Problem statement - The answer must consist of each line below that holds the word "points", copied as it stands.

Material for this task -
◆ ◆ ◆ ◆ ◆ ◆ ◆

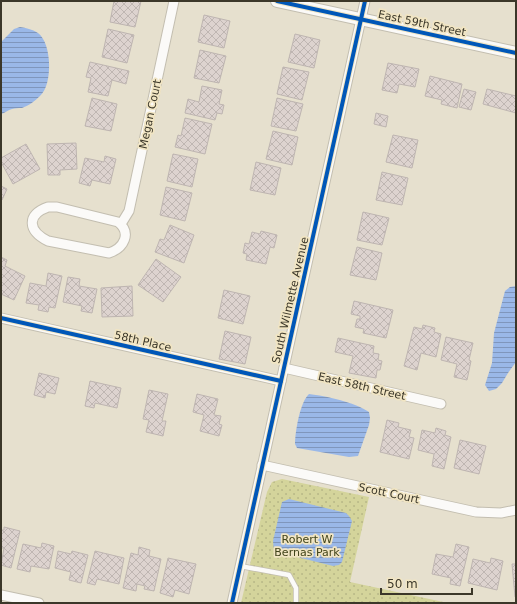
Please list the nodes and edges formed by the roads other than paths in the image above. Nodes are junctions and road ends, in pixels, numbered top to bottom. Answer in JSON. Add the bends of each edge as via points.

◆ ◆ ◆ ◆ ◆ ◆ ◆

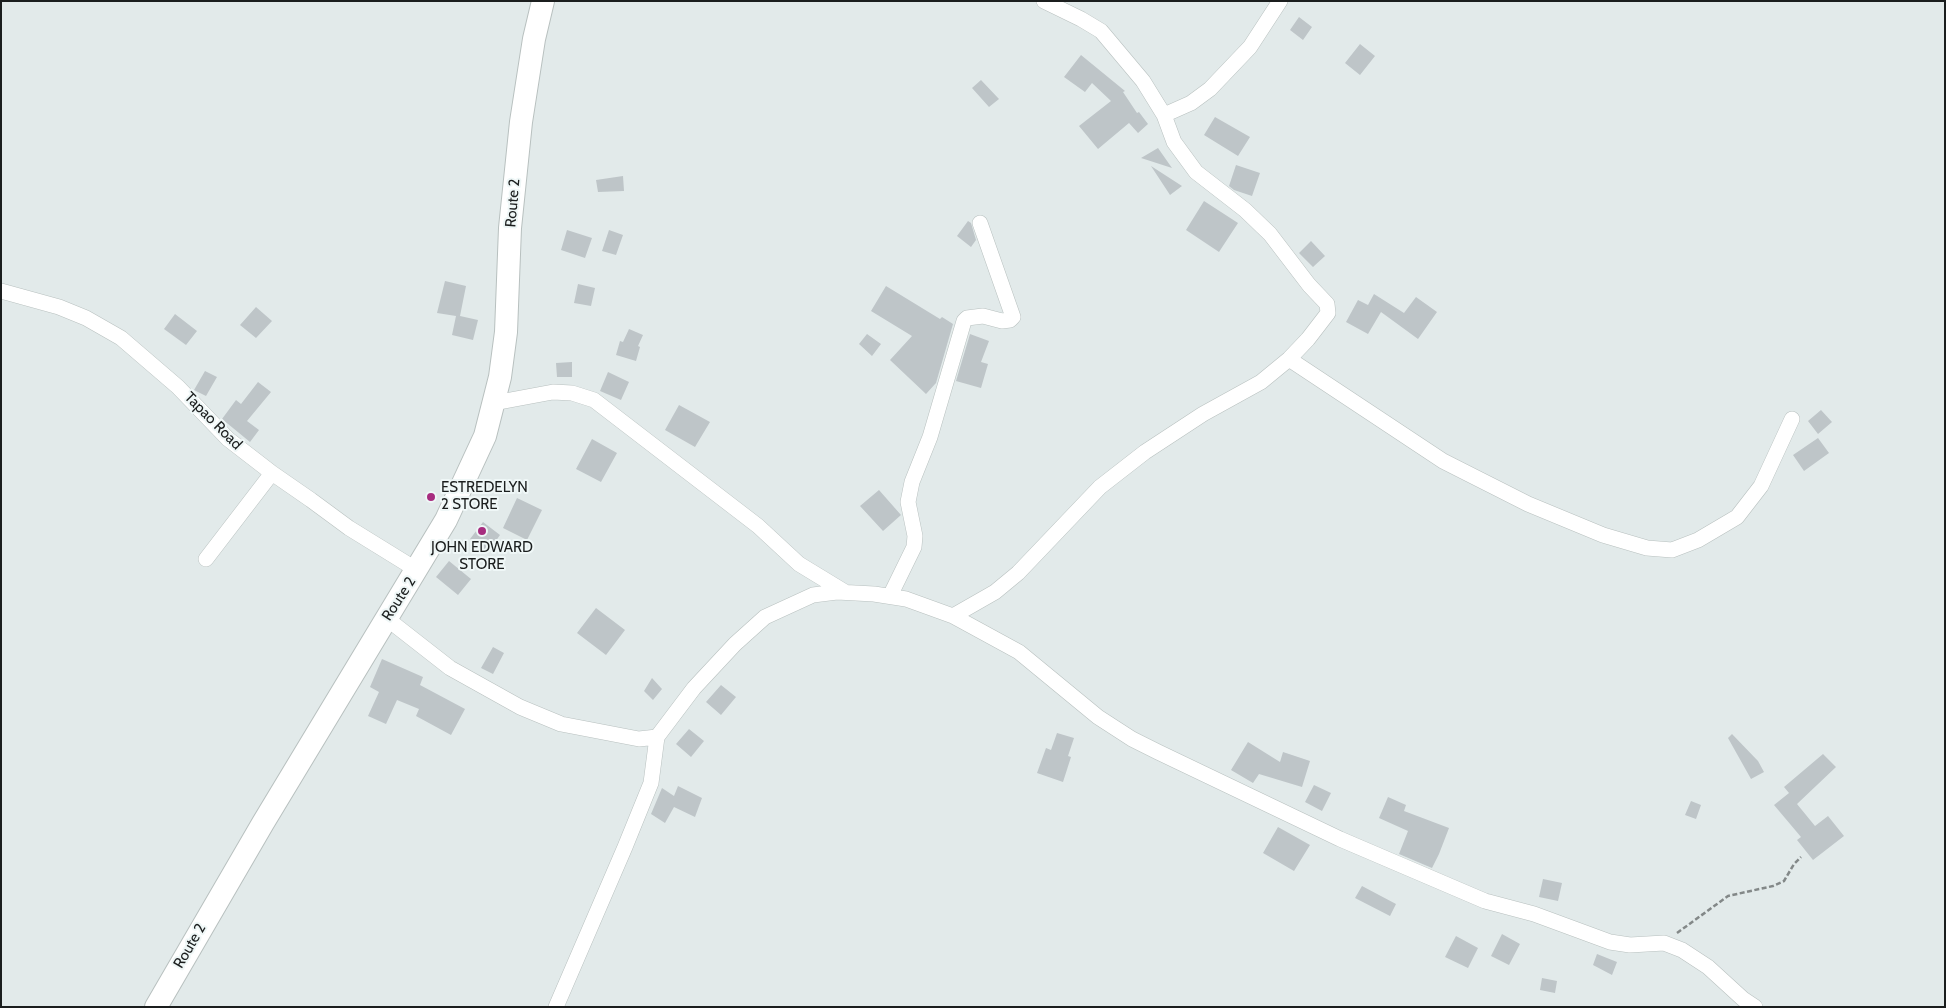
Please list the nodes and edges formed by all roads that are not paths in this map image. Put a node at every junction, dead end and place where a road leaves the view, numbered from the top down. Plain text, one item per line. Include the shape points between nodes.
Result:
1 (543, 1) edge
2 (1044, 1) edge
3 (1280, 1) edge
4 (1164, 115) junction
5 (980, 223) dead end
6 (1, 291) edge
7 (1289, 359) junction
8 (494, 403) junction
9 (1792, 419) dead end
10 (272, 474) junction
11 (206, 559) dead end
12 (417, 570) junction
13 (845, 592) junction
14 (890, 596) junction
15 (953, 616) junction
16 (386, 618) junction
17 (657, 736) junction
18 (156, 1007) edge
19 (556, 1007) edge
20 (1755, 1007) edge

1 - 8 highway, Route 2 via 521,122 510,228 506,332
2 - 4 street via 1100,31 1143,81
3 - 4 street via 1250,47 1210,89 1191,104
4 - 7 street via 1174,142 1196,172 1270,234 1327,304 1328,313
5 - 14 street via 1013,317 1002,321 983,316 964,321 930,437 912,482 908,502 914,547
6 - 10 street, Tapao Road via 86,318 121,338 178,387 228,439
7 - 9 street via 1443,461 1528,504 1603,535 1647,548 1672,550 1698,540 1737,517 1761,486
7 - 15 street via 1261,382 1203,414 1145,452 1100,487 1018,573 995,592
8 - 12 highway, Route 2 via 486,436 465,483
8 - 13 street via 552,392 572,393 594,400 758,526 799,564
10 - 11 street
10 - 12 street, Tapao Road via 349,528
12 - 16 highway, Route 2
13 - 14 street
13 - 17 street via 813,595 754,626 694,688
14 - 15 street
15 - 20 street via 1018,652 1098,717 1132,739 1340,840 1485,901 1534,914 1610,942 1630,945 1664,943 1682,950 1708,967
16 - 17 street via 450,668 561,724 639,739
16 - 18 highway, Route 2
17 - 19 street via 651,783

◆ ◆ ◆ ◆ ◆ ◆ ◆

Solution -
Please list the nodes and edges formed by the roads other than paths in the image above. Nodes are junctions and road ends, in pixels, numbered top to bottom. Answer in JSON. Add the bends of each edge as via points.
Please list the nodes and edges formed by all roads that are not paths in this map image. Put a node at every junction, dead end and place where a road leaves the view, numbered from the top down. Plain text, one item per line. Include the shape points between nodes.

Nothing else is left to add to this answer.